Stored data:
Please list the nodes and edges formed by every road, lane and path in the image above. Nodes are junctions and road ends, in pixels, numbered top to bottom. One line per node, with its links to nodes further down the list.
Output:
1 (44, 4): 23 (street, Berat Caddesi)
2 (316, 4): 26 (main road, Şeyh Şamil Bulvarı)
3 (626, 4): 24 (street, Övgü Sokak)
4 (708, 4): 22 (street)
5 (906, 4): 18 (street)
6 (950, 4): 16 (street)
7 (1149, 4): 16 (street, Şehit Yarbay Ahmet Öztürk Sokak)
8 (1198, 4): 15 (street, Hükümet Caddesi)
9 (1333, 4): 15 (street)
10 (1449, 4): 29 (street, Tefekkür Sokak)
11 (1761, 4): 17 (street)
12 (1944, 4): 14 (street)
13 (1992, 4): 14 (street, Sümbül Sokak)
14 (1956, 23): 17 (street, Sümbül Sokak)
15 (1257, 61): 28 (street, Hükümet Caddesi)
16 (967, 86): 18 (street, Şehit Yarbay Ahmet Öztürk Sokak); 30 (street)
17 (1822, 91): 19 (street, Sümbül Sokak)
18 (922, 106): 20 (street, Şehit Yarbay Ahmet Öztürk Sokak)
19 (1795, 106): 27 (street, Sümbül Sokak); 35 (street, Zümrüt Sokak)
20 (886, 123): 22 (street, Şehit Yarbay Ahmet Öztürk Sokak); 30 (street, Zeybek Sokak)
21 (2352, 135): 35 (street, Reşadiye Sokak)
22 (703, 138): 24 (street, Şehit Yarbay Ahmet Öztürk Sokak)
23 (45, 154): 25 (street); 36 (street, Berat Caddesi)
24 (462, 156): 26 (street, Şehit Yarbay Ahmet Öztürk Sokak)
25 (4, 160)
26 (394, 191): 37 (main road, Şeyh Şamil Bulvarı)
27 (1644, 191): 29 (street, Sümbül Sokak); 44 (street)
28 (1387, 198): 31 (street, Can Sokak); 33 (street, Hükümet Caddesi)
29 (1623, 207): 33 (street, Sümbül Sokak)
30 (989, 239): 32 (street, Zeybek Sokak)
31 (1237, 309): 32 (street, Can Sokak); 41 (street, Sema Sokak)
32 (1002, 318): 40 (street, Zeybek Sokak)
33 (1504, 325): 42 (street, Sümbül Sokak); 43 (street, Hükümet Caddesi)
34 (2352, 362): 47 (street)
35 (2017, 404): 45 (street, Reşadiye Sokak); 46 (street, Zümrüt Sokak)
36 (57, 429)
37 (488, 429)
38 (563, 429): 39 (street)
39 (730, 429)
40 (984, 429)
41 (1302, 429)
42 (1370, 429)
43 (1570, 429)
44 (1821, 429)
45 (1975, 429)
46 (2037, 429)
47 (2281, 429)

▶ Your instructions:
Quote the data above in full, changing nothing.

▶ Task result:
Please list the nodes and edges formed by every road, lane and path in the image above. Nodes are junctions and road ends, in pixels, numbered top to bottom. One line per node, with its links to nodes further down the list.
Output:
1 (44, 4): 23 (street, Berat Caddesi)
2 (316, 4): 26 (main road, Şeyh Şamil Bulvarı)
3 (626, 4): 24 (street, Övgü Sokak)
4 (708, 4): 22 (street)
5 (906, 4): 18 (street)
6 (950, 4): 16 (street)
7 (1149, 4): 16 (street, Şehit Yarbay Ahmet Öztürk Sokak)
8 (1198, 4): 15 (street, Hükümet Caddesi)
9 (1333, 4): 15 (street)
10 (1449, 4): 29 (street, Tefekkür Sokak)
11 (1761, 4): 17 (street)
12 (1944, 4): 14 (street)
13 (1992, 4): 14 (street, Sümbül Sokak)
14 (1956, 23): 17 (street, Sümbül Sokak)
15 (1257, 61): 28 (street, Hükümet Caddesi)
16 (967, 86): 18 (street, Şehit Yarbay Ahmet Öztürk Sokak); 30 (street)
17 (1822, 91): 19 (street, Sümbül Sokak)
18 (922, 106): 20 (street, Şehit Yarbay Ahmet Öztürk Sokak)
19 (1795, 106): 27 (street, Sümbül Sokak); 35 (street, Zümrüt Sokak)
20 (886, 123): 22 (street, Şehit Yarbay Ahmet Öztürk Sokak); 30 (street, Zeybek Sokak)
21 (2352, 135): 35 (street, Reşadiye Sokak)
22 (703, 138): 24 (street, Şehit Yarbay Ahmet Öztürk Sokak)
23 (45, 154): 25 (street); 36 (street, Berat Caddesi)
24 (462, 156): 26 (street, Şehit Yarbay Ahmet Öztürk Sokak)
25 (4, 160)
26 (394, 191): 37 (main road, Şeyh Şamil Bulvarı)
27 (1644, 191): 29 (street, Sümbül Sokak); 44 (street)
28 (1387, 198): 31 (street, Can Sokak); 33 (street, Hükümet Caddesi)
29 (1623, 207): 33 (street, Sümbül Sokak)
30 (989, 239): 32 (street, Zeybek Sokak)
31 (1237, 309): 32 (street, Can Sokak); 41 (street, Sema Sokak)
32 (1002, 318): 40 (street, Zeybek Sokak)
33 (1504, 325): 42 (street, Sümbül Sokak); 43 (street, Hükümet Caddesi)
34 (2352, 362): 47 (street)
35 (2017, 404): 45 (street, Reşadiye Sokak); 46 (street, Zümrüt Sokak)
36 (57, 429)
37 (488, 429)
38 (563, 429): 39 (street)
39 (730, 429)
40 (984, 429)
41 (1302, 429)
42 (1370, 429)
43 (1570, 429)
44 (1821, 429)
45 (1975, 429)
46 (2037, 429)
47 (2281, 429)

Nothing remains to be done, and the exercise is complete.